Re: [PATCH 1/3] ipc: convert ipc_namespace.count from atomic_t to refcount_t

From: Kees Cook
Date: Thu Jul 20 2017 - 11:12:52 EST


On Thu, Jul 20, 2017 at 5:34 AM, Eric W. Biederman
<ebiederm@xxxxxxxxxxxx> wrote:
> Ingo Molnar <mingo@xxxxxxxxxx> writes:
>
>> * Andrew Morton <akpm@xxxxxxxxxxxxxxxxxxxx> wrote:
>>
>>> On Wed, 19 Jul 2017 15:54:27 -0700 Davidlohr Bueso <dave@xxxxxxxxxxxx> wrote:
>>>
>>> > On Wed, 19 Jul 2017, Andrew Morton wrote:
>>> >
>>> > >I do rather dislike these conversions from the point of view of
>>> > >performance overhead and general code bloat. But I seem to have lost
>>> > >that struggle and I don't think any of these are fastpath(?).
>>> >
>>> > Well, since we now have fd25d19 (locking/refcount: Create unchecked atomic_t
>>> > implementation), performance is supposed to be ok.
>>>
>>> Sure, things are OK for people who disable the feature.
>>
>> So with the WIP fast-refcount series from Kees:
>>
>> [PATCH v6 0/2] x86: Implement fast refcount overflow protection
>>
>> I believe the robustness difference between optimized-refcount_t and
>> full-refcount_t will be marginal.
>>
>> I.e. we'll be able to have both higher API safety _and_ performance.
>>
>>> But for people who want to enable the feature we really should minimize the cost
>>> by avoiding blindly converting sites which simply don't need it: simple, safe,
>>> old, well-tested code. Why go and slow down such code? Need to apply some
>>> common sense here...
>>
>> It's old, well-tested code _for existing, sane parameters_, until someone finds a
>> decade old bug in one of these with an insane parameters no-one stumbled upon so
>> far, and builds an exploit on top of it.
>>
>> Only by touching all these places do we have a chance to improve things measurably
>> in terms of reducing the probability of bugs.
>
> The more I hear people pushing the upsides of refcount_t without
> considering the downsides the more I dislike it.
>
> - refcount_t is really the wrong thing because it uses saturation
> semantics. So by definition it includes a bug.

This is a feature, not a bug. :) If the kernel has a refcount overflow
flaw (which, in the pantheon of exploitable kernel bugs, is
_common_[1], as I've referenced earlier), then we're downgrading an
exploitable use-after-free to a harmless memory allocation leak. Even
if you don't include malicious attackers in the consideration, this
changes a memory corruption of unknown results into a memory leak.
That's actually an _improvement_ to availability and integrity.

> - refcount_t will only really prevent something if there is an extra
> increment. That is not the kind of bug people are likely to make.

Like I've said, this is common. This is usually a mistake in error
handling which forgets (or misplaces) a "put".
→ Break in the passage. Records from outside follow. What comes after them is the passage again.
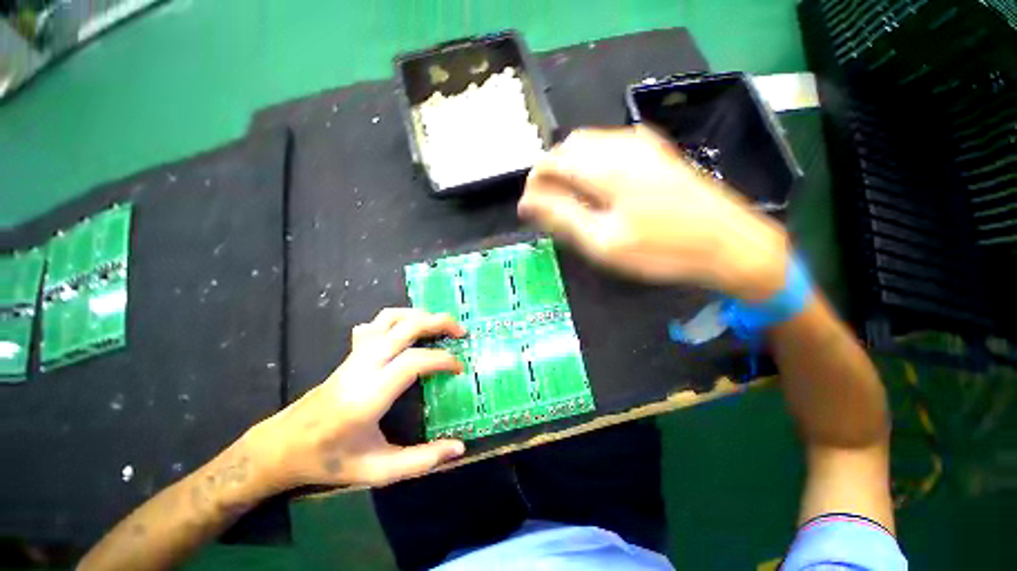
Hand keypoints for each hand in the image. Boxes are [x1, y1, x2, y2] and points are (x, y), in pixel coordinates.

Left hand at [250, 308, 467, 488]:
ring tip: (437, 326)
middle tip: (461, 331)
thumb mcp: (379, 471)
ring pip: (384, 320)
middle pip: (401, 327)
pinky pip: (370, 328)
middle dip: (435, 322)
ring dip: (414, 316)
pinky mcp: (344, 362)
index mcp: (370, 395)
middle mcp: (360, 368)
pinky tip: (401, 337)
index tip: (461, 370)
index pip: (413, 361)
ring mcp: (350, 361)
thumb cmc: (331, 461)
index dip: (442, 360)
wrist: (286, 446)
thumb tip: (459, 448)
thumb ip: (422, 460)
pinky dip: (392, 322)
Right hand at [519, 126, 789, 300]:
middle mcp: (618, 141)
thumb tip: (527, 201)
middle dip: (555, 172)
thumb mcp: (607, 241)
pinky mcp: (659, 149)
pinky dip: (601, 161)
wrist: (728, 240)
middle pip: (569, 146)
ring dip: (578, 166)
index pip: (548, 161)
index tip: (533, 212)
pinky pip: (616, 145)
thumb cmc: (666, 248)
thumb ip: (562, 215)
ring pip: (593, 143)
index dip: (534, 184)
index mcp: (601, 162)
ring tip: (582, 203)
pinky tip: (611, 189)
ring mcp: (642, 142)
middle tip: (557, 209)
> - refcount_t won't help if you have an extra decrement. The bad
> use-after-free will still happen.

Yes, and not having a protected refcount_t will also allow a
use-after-free. There is no change here, so it's not a "downside" of
refcount_t. In fact, having gained the implicit annotation of
refcount_t being a refcounter (rather than a simple atomic_t) means
that auditing users is easier and more focused. This could reduce the
chance people make mistakes in the first place, especially since the
API is more constrained than atomic_t.

> - refcount_t won't help if there is a memory stomp. As with an extra
> decrement the bad use-after-free will still happen.

A stomp of the refcount_t value itself? Sure, and this remains as
vulnerable as atomic_t. This isn't a downside to refcount_t. And
again, since there _is_ checking of the value in places, it's possible
an actionable warning will be produced (though, yes, after the
use-after-free has been exposed), which is a benefit over simple
atomic_t. I mention this in the commit log ("better to maybe produce
the warning than be universally silent").

> So all I see is a huge amount of code churn to implement a buggy (by
> definition) refcounting API, that risks adding new bugs and only truly
> helps with bugs that are unlikely in the first place.

Given that the conversions alone have been uncovering refcount bugs
and that the implementation isn't "buggy" (it provides a specific set
of protections), I strongly disagree with your assessment.

> I really don't think this is an obvious slam dunk.

It entirely blocks a commonly exploitable flaw in the kernel. This
isn't a probabilistic mitigation, either. While I'm not sure I'd ever
describe a security protection as a slam dunk, I think this is up
there. :)

-Kees

[1] When I say "common", I'm speaking from the perspective of security
flaw frequency. The kernel sees about 1-2 high severity security flaws
a year (with an average lifetime of 5 years), and the
refcount-overflow use-after-free class of flaw is normally reliable
for attackers (and I'd classify as high severity). With 2016 seeing
two known separate refcount-overflow use-after-free flaws, this could
be better described as an epidemic, but I'll try to be less
inflammatory and just say "common".

--
Kees Cook
Pixel Security